First, the Supreme Court said a party who seeks arbitration under the TAA must demonstrate that a valid agreement to arbitrate exists and the dispute falls within the scope of that agreement. The Court added that it must look to the Legislature’s intent and the plain meaning of the words when construing a statute. Next, the Court stated it agreed with Rachal’s argument “that the TAA does not require a formal contract but rather only an agreement to arbitrate future disputes.”
After that, Texas’ high court looked to the settlor’s intent when he created the trust. The court said “We enforce the settlor’s intent as expressed in an unambiguous trust over the objections of beneficiaries that disagree with a trust’s terms.” According to the Court,
Here, the settlor unequivocally stated his requirement that all disputes be arbitrated. He specified that, “[d]espite anything herein to the contrary,” arbitration would be “the sole and exclusive remedy” for “any dispute of any kind involving this Trust or any of the parties or persons connected here with (e.g., beneficiaries, Trustees) . . . .” Because this language is unambiguous, we must enforce the settlor’s intent and compel arbitration if the arbitration provision is valid and the underlying dispute is within the provision’s scope. Meyer, 211 S.W.3d at 305.

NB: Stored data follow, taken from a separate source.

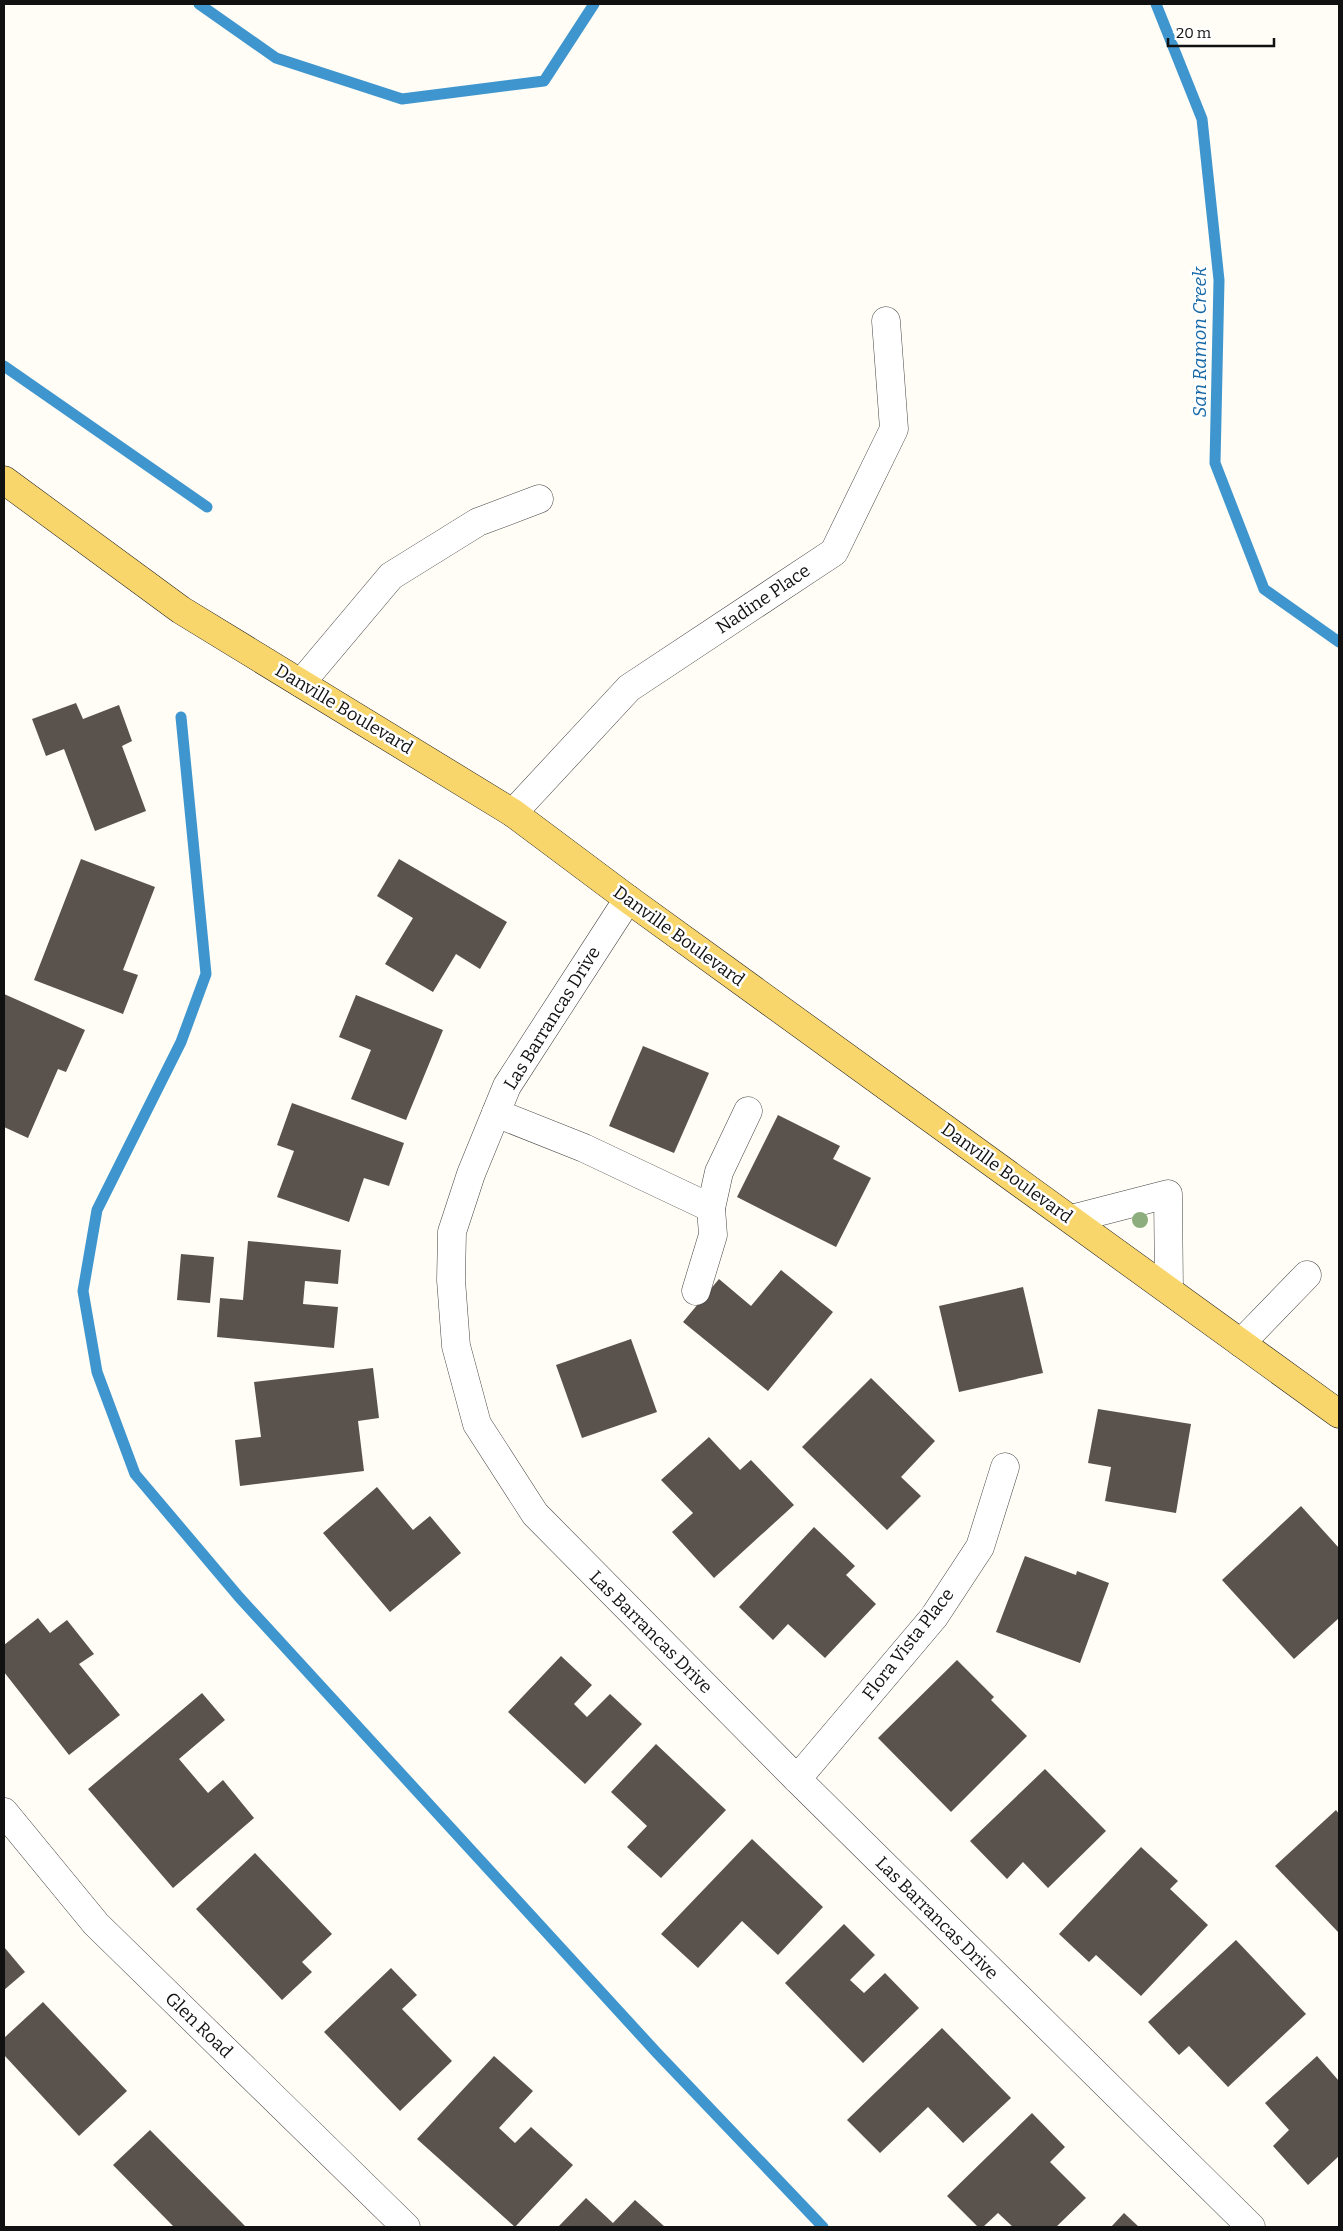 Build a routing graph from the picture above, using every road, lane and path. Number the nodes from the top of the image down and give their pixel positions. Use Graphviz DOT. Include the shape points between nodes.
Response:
graph roads {
  1 [pos="886,321"];
  2 [pos="4,480"];
  3 [pos="539,499"];
  4 [pos="301,683"];
  5 [pos="513,812"];
  6 [pos="628,899"];
  7 [pos="748,1111"];
  8 [pos="496,1113"];
  9 [pos="711,1208"];
  10 [pos="1071,1219"];
  11 [pos="1307,1275"];
  12 [pos="1169,1290"];
  13 [pos="696,1291"];
  14 [pos="1241,1343"];
  15 [pos="1339,1414"];
  16 [pos="1005,1467"];
  17 [pos="797,1779"];
  18 [pos="4,1812"];
  19 [pos="406,2227"];
  20 [pos="1251,2227"];
  1 -- 5 [label="street, Nadine Place" via="894,428 834,552 629,688"];
  2 -- 4 [label="main road, Danville Boulevard" via="182,610"];
  3 -- 4 [label="street" via="478,522 391,576"];
  4 -- 5 [label="main road, Danville Boulevard"];
  5 -- 6 [label="main road, Danville Boulevard"];
  6 -- 8 [label="street, Las Barrancas Drive" via="507,1086"];
  6 -- 10 [label="main road, Danville Boulevard"];
  7 -- 9 [label="street" via="719,1172"];
  8 -- 9 [label="street" via="584,1148"];
  8 -- 17 [label="street, Las Barrancas Drive" via="452,1232 451,1280 456,1346 477,1424 535,1514"];
  9 -- 13 [label="street" via="713,1235"];
  10 -- 12 [label="main road, Danville Boulevard"];
  10 -- 12 [label="street" via="1168,1194"];
  11 -- 14 [label="street"];
  12 -- 14 [label="main road, Danville Boulevard"];
  14 -- 15 [label="main road, Danville Boulevard"];
  16 -- 17 [label="street, Flora Vista Place" via="980,1547 934,1616"];
  17 -- 20 [label="street, Las Barrancas Drive"];
  18 -- 19 [label="street, Glen Road" via="96,1924"];
}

Next, the Supreme Court analyzed the requirements for an agreement under the TAA and stated, “although an agreement need not meet all the formal requirements of a contract, it must be supported by mutual assent.” The Court then discussed the ways in which a party may demonstrate his or her assent to arbitrate and said the doctrine of direct benefits estoppel applies to arbitration agreements in Texas. Because “Reitz’s conduct indicated acceptance of the terms and validity of the trust,” the Court held “the doctrine of direct benefits estoppel applies to bar Reitz’s claim that the arbitration provision in the trust is invalid.” The court added,
Reitz argues, however, that direct benefits estoppel cannot apply here because there is no underlying contract. We have generally applied direct benefits estoppel when there is an underlying contract the claimant did not sign, but we have never held a formal contract is required for direct benefits estoppel to apply.

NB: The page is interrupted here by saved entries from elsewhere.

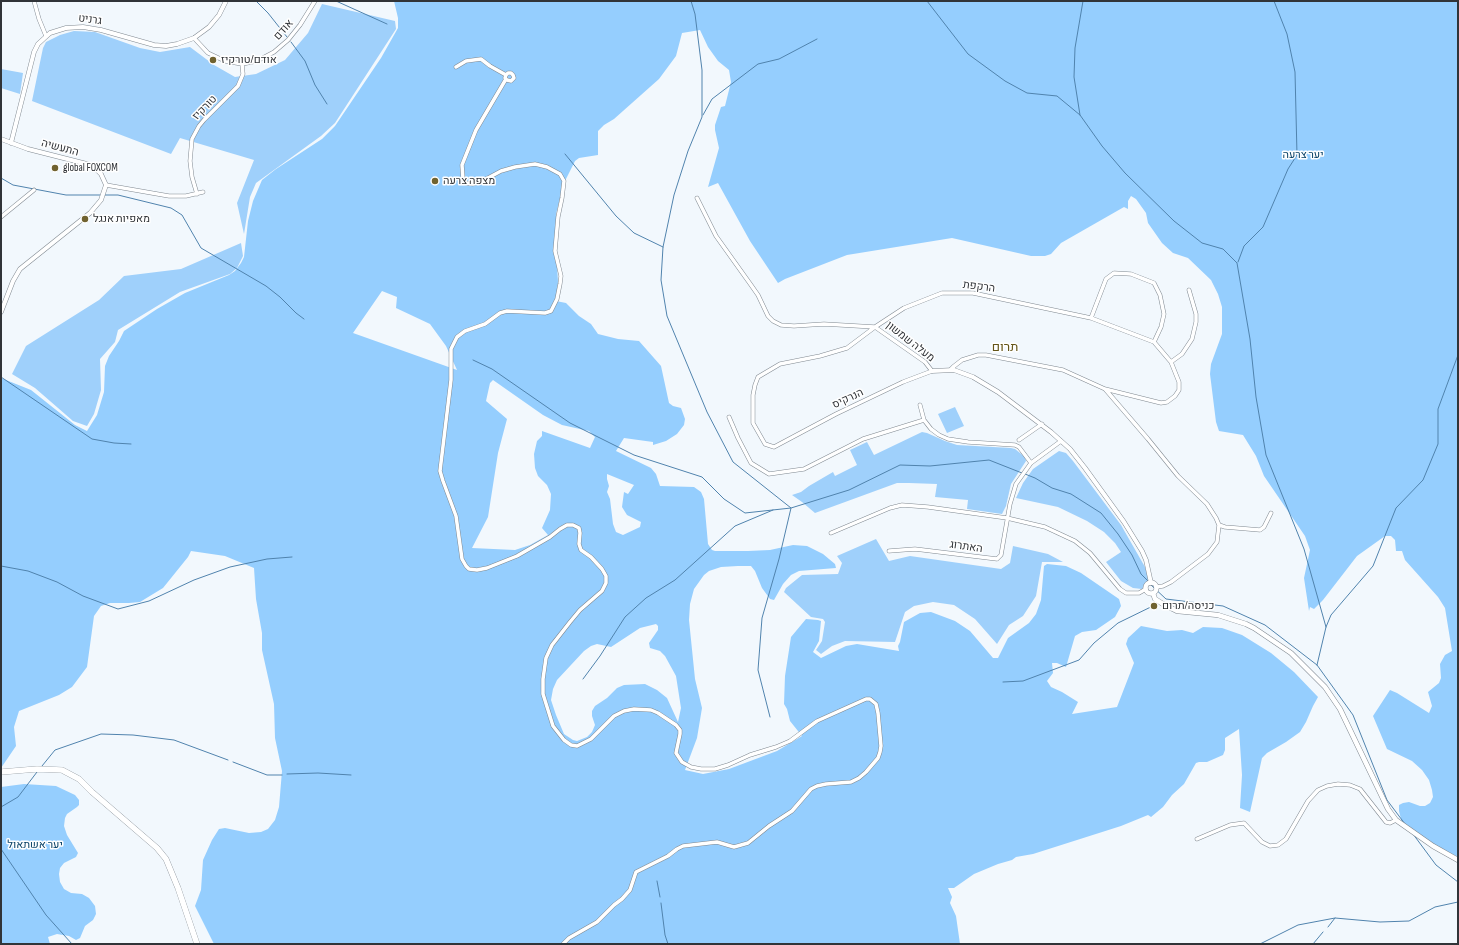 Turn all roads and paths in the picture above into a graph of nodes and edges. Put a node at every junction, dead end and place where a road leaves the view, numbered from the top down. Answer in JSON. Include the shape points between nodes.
{"nodes":[{"id":1,"x":34,"y":1,"type":"edge"},
{"id":2,"x":226,"y":1,"type":"edge"},
{"id":3,"x":315,"y":1,"type":"edge"},
{"id":4,"x":46,"y":36,"type":"junction"},
{"id":5,"x":194,"y":38,"type":"junction"},
{"id":6,"x":242,"y":64,"type":"junction"},
{"id":7,"x":456,"y":67,"type":"dead end"},
{"id":8,"x":1,"y":139,"type":"edge"},
{"id":9,"x":11,"y":143,"type":"junction"},
{"id":10,"x":106,"y":185,"type":"junction"},
{"id":11,"x":34,"y":190,"type":"dead end"},
{"id":12,"x":203,"y":192,"type":"dead end"},
{"id":13,"x":197,"y":194,"type":"junction"},
{"id":14,"x":697,"y":198,"type":"dead end"},
{"id":15,"x":1,"y":217,"type":"edge"},
{"id":16,"x":1189,"y":290,"type":"dead end"},
{"id":17,"x":1,"y":312,"type":"edge"},
{"id":18,"x":1091,"y":318,"type":"junction"},
{"id":19,"x":875,"y":327,"type":"junction"},
{"id":20,"x":1154,"y":342,"type":"junction"},
{"id":21,"x":1171,"y":362,"type":"junction"},
{"id":22,"x":952,"y":370,"type":"junction"},
{"id":23,"x":932,"y":371,"type":"junction"},
{"id":24,"x":1105,"y":389,"type":"junction"},
{"id":25,"x":920,"y":405,"type":"dead end"},
{"id":26,"x":729,"y":417,"type":"dead end"},
{"id":27,"x":924,"y":420,"type":"junction"},
{"id":28,"x":1042,"y":424,"type":"junction"},
{"id":29,"x":1019,"y":440,"type":"dead end"},
{"id":30,"x":1061,"y":441,"type":"junction"},
{"id":31,"x":774,"y":447,"type":"joint"},
{"id":32,"x":1031,"y":463,"type":"junction"},
{"id":33,"x":1271,"y":513,"type":"dead end"},
{"id":34,"x":1008,"y":518,"type":"junction"},
{"id":35,"x":1219,"y":525,"type":"junction"},
{"id":36,"x":831,"y":533,"type":"dead end"},
{"id":37,"x":889,"y":551,"type":"dead end"},
{"id":38,"x":1151,"y":583,"type":"junction"},
{"id":39,"x":1156,"y":587,"type":"junction"},
{"id":40,"x":1146,"y":589,"type":"junction"},
{"id":41,"x":1153,"y":593,"type":"junction"},
{"id":42,"x":1,"y":772,"type":"edge"},
{"id":43,"x":1396,"y":820,"type":"junction"},
{"id":44,"x":1196,"y":839,"type":"dead end"},
{"id":45,"x":1458,"y":860,"type":"edge"},
{"id":46,"x":197,"y":944,"type":"edge"},
{"id":47,"x":563,"y":944,"type":"edge"}],
"edges":[{"from":1,"to":4,"type":"street"},
{"from":2,"to":5,"type":"street","name":"גרניט","via":[[215,21]]},
{"from":3,"to":6,"type":"street","name":"אודם","via":[[300,25],[281,47],[257,61]]},
{"from":4,"to":5,"type":"street","name":"גרניט","via":[[66,28],[83,27],[160,46]]},
{"from":4,"to":9,"type":"street","via":[[34,52]]},
{"from":5,"to":6,"type":"street","name":"אודם","via":[[213,56],[230,63]]},
{"from":6,"to":13,"type":"street","name":"טורקיז","via":[[243,74],[238,86],[204,120],[192,139],[190,161]]},
{"from":7,"to":47,"type":"street","via":[[466,61],[480,59],[506,77],[476,130],[462,165],[463,179],[466,183],[472,184],[501,171],[535,164],[560,174],[564,181],[555,251],[561,276],[557,299],[550,311],[545,313],[507,311],[457,337],[451,349],[451,380],[440,471],[456,516],[462,559],[469,569],[486,568],[511,559],[567,526],[573,525],[578,528],[580,534],[581,550],[591,557],[606,576],[602,591],[570,622],[552,645],[546,658],[543,694],[554,726],[564,740],[577,746],[591,739],[614,716],[624,711],[651,710],[676,725],[680,730],[676,753],[682,762],[701,770],[728,765],[783,744],[797,737],[817,721],[866,699],[876,704],[878,713],[880,752],[878,758],[860,778],[811,789],[792,811],[748,843],[734,847],[717,842],[677,849],[636,872],[630,890],[622,899],[597,922]]},
{"from":8,"to":9,"type":"street","name":"התעשיה"},
{"from":9,"to":10,"type":"street","name":"התעשיה","via":[[87,164],[101,174]]},
{"from":10,"to":13,"type":"street","via":[[169,196]]},
{"from":10,"to":17,"type":"street","via":[[101,200],[90,213],[20,269]]},
{"from":11,"to":15,"type":"street"},
{"from":12,"to":13,"type":"street"},
{"from":14,"to":19,"type":"street","name":"מעלה שמשון","via":[[724,249],[751,285],[773,321],[794,326],[824,324]]},
{"from":16,"to":21,"type":"street","via":[[1196,314],[1192,339],[1182,354]]},
{"from":18,"to":19,"type":"street","name":"הרקפת","via":[[972,293],[942,293],[904,308]]},
{"from":18,"to":20,"type":"street","name":"הרקפת"},
{"from":18,"to":20,"type":"street","via":[[1106,279],[1114,273],[1130,274],[1154,283],[1160,295],[1164,314]]},
{"from":19,"to":23,"type":"street","name":"מעלה שמשון","via":[[925,362]]},
{"from":19,"to":31,"type":"street","name":"הרקפת","via":[[846,348],[780,364],[758,377],[753,395],[753,423],[765,444]]},
{"from":20,"to":21,"type":"street","name":"הרקפת"},
{"from":21,"to":24,"type":"street","name":"הרקפת","via":[[1179,382],[1179,390],[1168,402],[1162,403]]},
{"from":22,"to":23,"type":"street","name":"מעלה שמשון"},
{"from":22,"to":24,"type":"street","via":[[962,360],[986,355],[1063,370]]},
{"from":22,"to":28,"type":"street","name":"מעלה שמשון","via":[[962,371],[973,377]]},
{"from":23,"to":31,"type":"street","name":"הנרקיס","via":[[836,414]]},
{"from":24,"to":35,"type":"street","via":[[1178,476],[1206,504]]},
{"from":25,"to":27,"type":"street"},
{"from":26,"to":27,"type":"street","via":[[751,463],[768,474],[804,468],[863,439]]},
{"from":27,"to":32,"type":"street","via":[[931,429],[948,439],[1015,445]]},
{"from":28,"to":29,"type":"street"},
{"from":28,"to":30,"type":"street","name":"מעלה שמשון"},
{"from":30,"to":32,"type":"street"},
{"from":30,"to":38,"type":"street","name":"מעלה שמשון","via":[[1085,468],[1131,532],[1146,560]]},
{"from":32,"to":34,"type":"street","via":[[1016,484]]},
{"from":33,"to":35,"type":"street","via":[[1260,530]]},
{"from":34,"to":36,"type":"street","via":[[902,505]]},
{"from":34,"to":37,"type":"street","name":"האתרוג","via":[[1001,555],[997,559],[915,549]]},
{"from":34,"to":40,"type":"street","via":[[1045,527],[1075,541],[1093,557],[1120,589],[1139,593]]},
{"from":35,"to":39,"type":"street","via":[[1217,542],[1208,554],[1171,582]]},
{"from":38,"to":39,"type":"main road"},
{"from":38,"to":40,"type":"main road"},
{"from":39,"to":41,"type":"main road"},
{"from":40,"to":41,"type":"main road","via":[[1148,593]]},
{"from":41,"to":43,"type":"main road","via":[[1158,601],[1177,611],[1218,615],[1246,624],[1292,653],[1324,687],[1340,709],[1388,809]]},
{"from":42,"to":46,"type":"highway","via":[[62,770],[79,779],[157,848],[166,860]]},
{"from":43,"to":44,"type":"street","via":[[1386,822],[1360,789],[1350,784],[1338,784],[1318,790],[1308,801],[1286,839],[1278,845],[1270,846],[1262,842],[1244,823],[1230,825]]},
{"from":43,"to":45,"type":"main road"}]}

The Texas Supreme Court then dismissed Reitz’s argument that Texas should follow two other states that have held arbitration provisions in a trust are unenforceable. According to the Court, the decisions Reitz relied upon were later superseded. The Court also pointed to “a dearth of authority as to the validity of an arbitration provision in a trust,” and stated “that other courts, while not addressing the precise issue raised here, have nonetheless favorably viewed arbitration provisions in trusts.”
After determining that a valid agreement to arbitrate existed, the Supreme Court addressed whether the dispute was within the scope of the agreement. The Court stated,
Reitz asserts that his lawsuit falls outside the scope of the agreement because the trust’s terms indicate the settlor’s intent to exempt trustee misconduct claims from the scope of the arbitration provision. We disagree.
According to the Court, the factual allegations related to a dispute must be analyzed in order to determine whether the legal claims asserted fall within the scope of an arbitration agreement. The court also found that a trust clause which allowed a trustee to fund litigation costs from the trust in cases of unintentional misconduct did not defeat the arbitral provision because,
First, to the extent the two provisions conflict, the arbitration provision—by its own terms—prevails over “anything herein to the contrary.” Second, the trustee exoneration provision, when read in conjunction with the arbitration provision, still has meaning.
Because “Rachal demonstrated the existence of a valid arbitration agreement that covers the claims at issue,” the Supreme Court of Texas reversed the lower court’s decision and remanded the case with instructions to submit the dispute to arbitration.